ESSIC hosts Storms and Science workshop for Washington, D.C. and Baltimore weather media

ESSIC and NOAA scientists addressed an audience of local media and broadcast meteorologists to discuss how new scientific developments can be applied to severe weather forecasting.

ESSIC Director and ConE Chair, Professor Antonio Busalacchi, began the discussion by explaining issues of aging U.S. weather satellites. Based on current predictions, the U.S. stands to retain only a fraction of its current weather-related satellites by the next decade. A decline in observational satellites could result in the loss of weather prediction capability.

According to Busalacchi, any extended gap in our observational coverage capabilities, presents a scenario where our forecasting advances may regress 10 years or more.

Busalacchi believes the U.S. doesn’t have the proper strategies in-place to accommodate current and future budgetary issues.

“The present strategies we’re on are not sustainable, so we need to find new and more affordable ways to get the same information,” Busalacchi said. Some of his solutions involve launching a mix of large multi-sensor craft with smaller more task-specific satellites, investing in the private sector, and strengthening international partnerships.

New Cooperative Institute for Climate and Satellites (CICS) Executive Director and Professor, Fernando Miralles-Wilhelm, commented that people often question investments made in space research, not realizing the importance of funding satellite observations. “These things really help us deal with massive amounts of loss prevention here on earth,” Miralles-Wilhelm said.

NOAA’s Dr. Scott Rudlosky, an ESSIC visiting assistant scientist, discussed how his current work with ground-based lightning mapping array (LMA) sensor networks , may serve to prepare users for the GOES-R era class of satellites.

The LMA, which detects high frequency waves emitted by lightning, has demonstrated capabilities to monitor and predict severe weather. GOES-R will offer similar lightning observation capabilities. According to Rudlosky, the data derived from this technology can be utilized by weather broadcasters to increase public safety.

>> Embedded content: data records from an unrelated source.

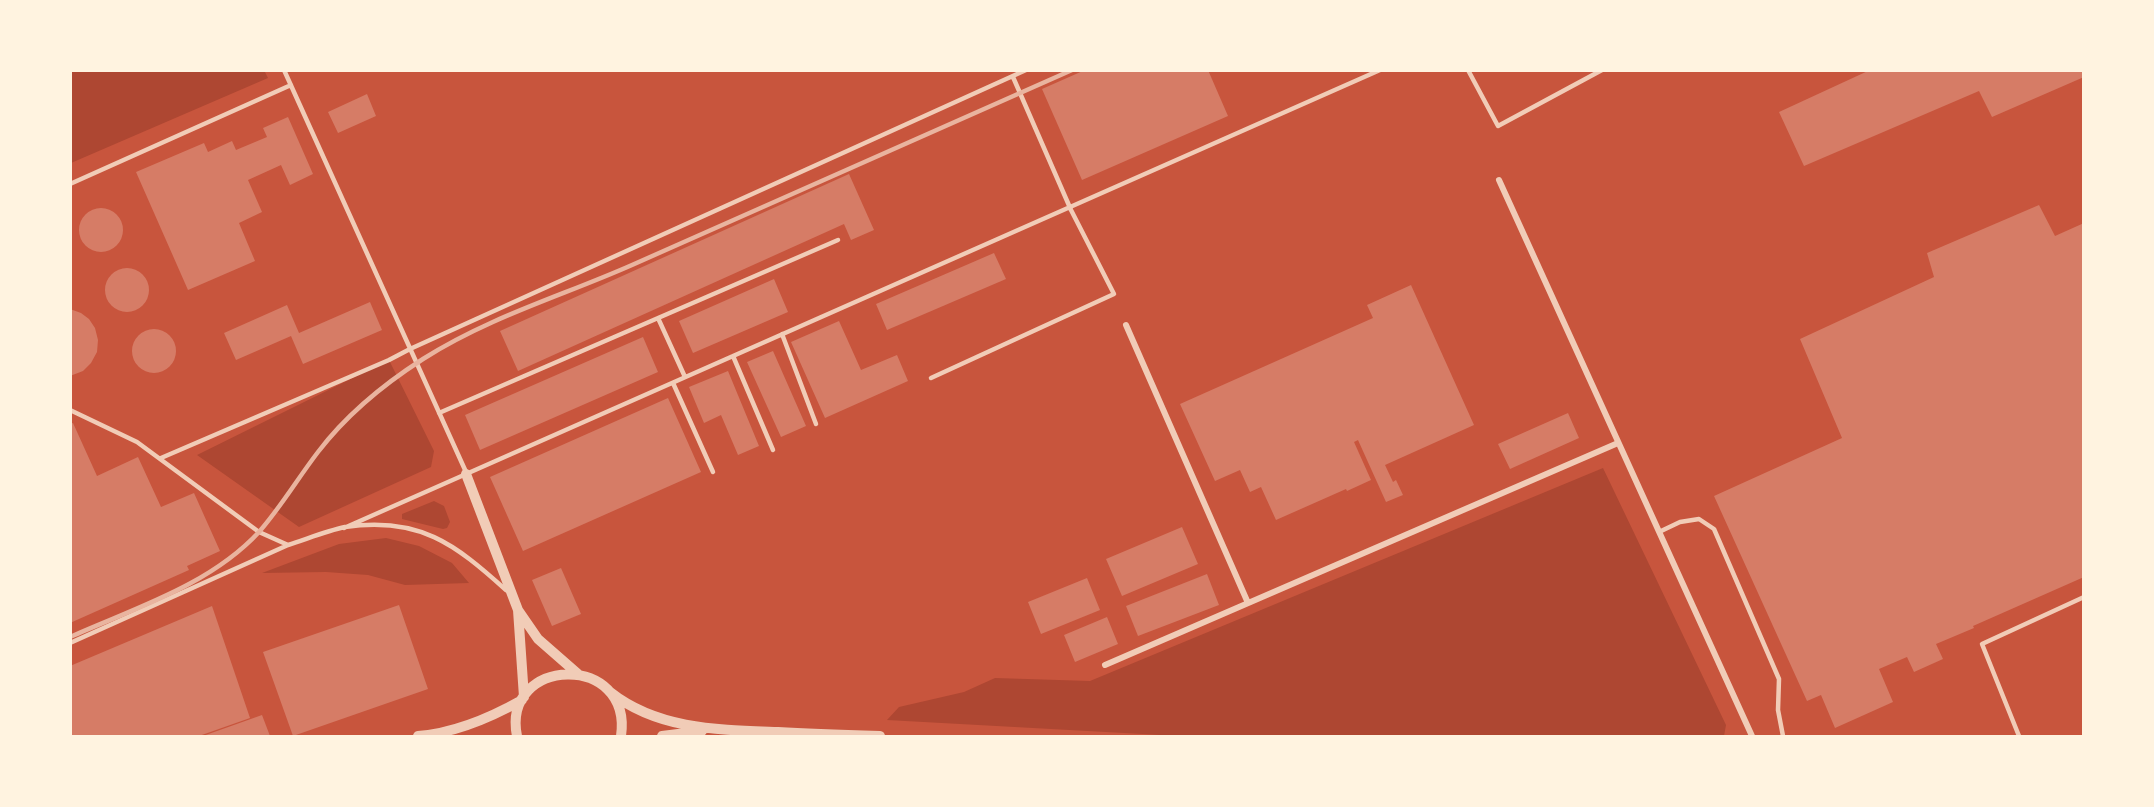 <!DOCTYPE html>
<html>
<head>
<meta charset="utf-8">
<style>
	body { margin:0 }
	#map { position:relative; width:2154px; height:807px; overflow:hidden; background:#c8553d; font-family:Mulish,sans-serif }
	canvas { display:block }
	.frame { position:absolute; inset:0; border:72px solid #fff3e0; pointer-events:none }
</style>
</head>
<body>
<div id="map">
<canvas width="2154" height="807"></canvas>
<div class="frame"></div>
</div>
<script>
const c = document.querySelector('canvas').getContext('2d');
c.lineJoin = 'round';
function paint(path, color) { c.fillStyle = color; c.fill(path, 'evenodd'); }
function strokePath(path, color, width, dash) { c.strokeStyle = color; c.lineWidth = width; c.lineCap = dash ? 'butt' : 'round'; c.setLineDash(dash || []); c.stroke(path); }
paint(new Path2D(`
	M 264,70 L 268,78 L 71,163 L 71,71 Z
	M 389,360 L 434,451 L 431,467 L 299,527 L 197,455 Z
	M 1603,468 L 1726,725 L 1724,736 L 1179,736 L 887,720 L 899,707 L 964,692 L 995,678 L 1090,681 Z
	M 434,501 L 444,506 L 450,522 L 447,528 L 443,529 L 402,519 L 402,514 Z
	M 386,538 L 419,546 L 452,563 L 469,583 L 405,585 L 368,575 L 326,572 L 262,573 L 339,544 Z`), '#ae4732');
paint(new Path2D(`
	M 1085,70 L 1208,70 L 1228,116 L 1082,180 L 1042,89 Z
	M 1870,70 L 2084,70 L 2084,77 L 1992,117 L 1979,91 L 1804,166 L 1779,112 Z
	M 367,94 L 376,116 L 338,133 L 328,112 Z
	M 288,117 L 313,174 L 290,185 L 281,165 L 248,180 L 262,212 L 239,223 L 255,261 L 188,290 L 136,172 L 204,143 L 208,152 L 232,141 L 236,150 L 267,137 L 263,128 Z
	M 849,174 L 874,230 L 851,240 L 844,224 L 518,371 L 500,331 Z
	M 2039,205 L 2055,236 L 2084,223 L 2084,577 L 1973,626 L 1974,628 L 1936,644 L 1943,659 L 1914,672 L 1907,657 L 1879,669 L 1893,702 L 1835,728 L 1821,695 L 1807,701 L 1714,496 L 1842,438 L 1800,339 L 1934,277 L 1927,253 Z
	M79 230a22 22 0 1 1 44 0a22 22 0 1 1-44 0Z
	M 994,253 L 1006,279 L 887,330 L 876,304 Z
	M105 290a22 22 0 1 1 44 0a22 22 0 1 1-44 0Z
	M 774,279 L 788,312 L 693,353 L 679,321 Z
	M 1411,285 L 1474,425 L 1385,465 L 1393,482 L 1396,480 L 1403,495 L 1386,502 L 1358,440 L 1354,442 L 1371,480 L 1347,491 L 1346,489 L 1276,520 L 1261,487 L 1250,492 L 1240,470 L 1215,481 L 1180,404 L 1373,318 L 1367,305 Z
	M 370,302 L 382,330 L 303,364 L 291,336 L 236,360 L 224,333 L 287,305 L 299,333 Z
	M 70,309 L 81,313 L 89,319 L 95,328 L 98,340 L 97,352 L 91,363 L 83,371 L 70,376 Z
	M 839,321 L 861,370 L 897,355 L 908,381 L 825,418 L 791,342 Z
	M132 351a22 22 0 1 1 44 0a22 22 0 1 1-44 0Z
	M 643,337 L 658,372 L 480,450 L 465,415 Z
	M 773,351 L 806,426 L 781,437 L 747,362 Z
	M 728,371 L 759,446 L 738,455 L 721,415 L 704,423 L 689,387 Z
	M 668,398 L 701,472 L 523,551 L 490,477 Z
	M 1568,413 L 1579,438 L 1510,469 L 1498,444 Z
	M 73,423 L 97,476 L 138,457 L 161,507 L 194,493 L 220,551 L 187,566 L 189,570 L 70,623 L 70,424 Z
	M 1182,527 L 1198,564 L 1122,596 L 1106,559 Z
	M 561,568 L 581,614 L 552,626 L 532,580 Z
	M 1207,574 L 1219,605 L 1138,636 L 1126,606 Z
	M 1087,578 L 1100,610 L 1041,634 L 1028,602 Z
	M 399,605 L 428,689 L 293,736 L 263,652 Z
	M 212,606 L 250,718 L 199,736 L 70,736 L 70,666 Z
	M 1107,617 L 1118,644 L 1075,662 L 1064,635 Z
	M 262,715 L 270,736 L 203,736 Z`), '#d67c66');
strokePath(new Path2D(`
	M 284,70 L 466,472
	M 1468,70 L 1498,126 L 1602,70
	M 70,184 L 291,85
	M 658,318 L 685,377
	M 782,334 L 816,424
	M 733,356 L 773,450
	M 931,378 L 1114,294 L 1071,210 L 1013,77
	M 673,383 L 713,472
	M 70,410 L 137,442 L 259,532 L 288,545 C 307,539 326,531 345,527 C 419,516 455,544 506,590
	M 439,413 L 838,240
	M 161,458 L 389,360 L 410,349 L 1026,70
	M 344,528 C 690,376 1036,225 1380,70
	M 1659,532 L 1680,522 L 1699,519 L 1714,529 L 1779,679 L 1778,710 L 1783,736
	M 70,643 L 288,545
	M 2019,736 L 1982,644 L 2084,597`), '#f1ccb7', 4.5);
strokePath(new Path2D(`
	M 1499,180 L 1752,736
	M 1126,325 L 1248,603
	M 1105,665 L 1618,443`), '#f1ccb7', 6);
strokePath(new Path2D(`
	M 466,474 L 518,610 L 538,639 L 578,674
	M 518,610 L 524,697
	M 610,692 C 658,730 720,730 778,732 C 812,734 846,735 880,736
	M 418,736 C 455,733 490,718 522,700
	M 517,736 C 501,656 633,652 621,736
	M 662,736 L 702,731`), '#f1ccb7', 10);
strokePath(new Path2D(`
	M 70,637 C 135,608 210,585 259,532 C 281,507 298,478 318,452 C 347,414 384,384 423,359 C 489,317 562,296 632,265 C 779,200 926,136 1072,70`), '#e9b49f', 4.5);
</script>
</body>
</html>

“Although it’s not obvious to where you are, these flashes (lighting) can come to ground just about anywhere,” Rudlosky said. “This is the type of information you really need to show the public to drive that point home,” he furthered, in reference to the LMA sensor data.

The LMA technology has proven useful in severe conditions where weather patterns are unpredictable. Rudolsky noted how high concentrations of lightning observed by the D.C. LMA network during a severe weather event on June 13, 2013, actually preceded the formation of two separate tornados in the D.C. area. The event was visually illustrated by Rudlosky and ESSIC Faculty Research Assistant, Patrick Myers, in an “It’s Severe” blog post on the ESSIC web-site.

Rudlosky later appeared that day and was mentioned in both an NBC4 on-air segment and web-site post, presented and authored by workshop attendee, NBC4 meteorologist Amelia Segal. He was also featured in an article published the following day in ClimateWire, written by workshop participant, Elizabeth Harball.

ESSIC / AOSC Professor Raghu Murtugudde, concluded the workshop by discussing recent unpredictability in the jet stream pattern, which often leads to severe weather. He predicted that in five to 10 years, the earth may settle into a new, more stable weather system, but that current patterns warrant a need for advanced monitoring systems.

Participating in the workshop were on-air meteorologists from local Washington, D.C. and Baltimore television stations, NBC4 and WBAL11, along with reporters from ClimateWire and CBS Radio. (UMD Associate Director of Communications, Lee Tune and UMD CMNS Science Writer, Heather Dewar were also in attendance.)

“All of this will help us,” said participant, NBC4 chief meteorologist Doug Kammerer. “The more we are informed, the better.”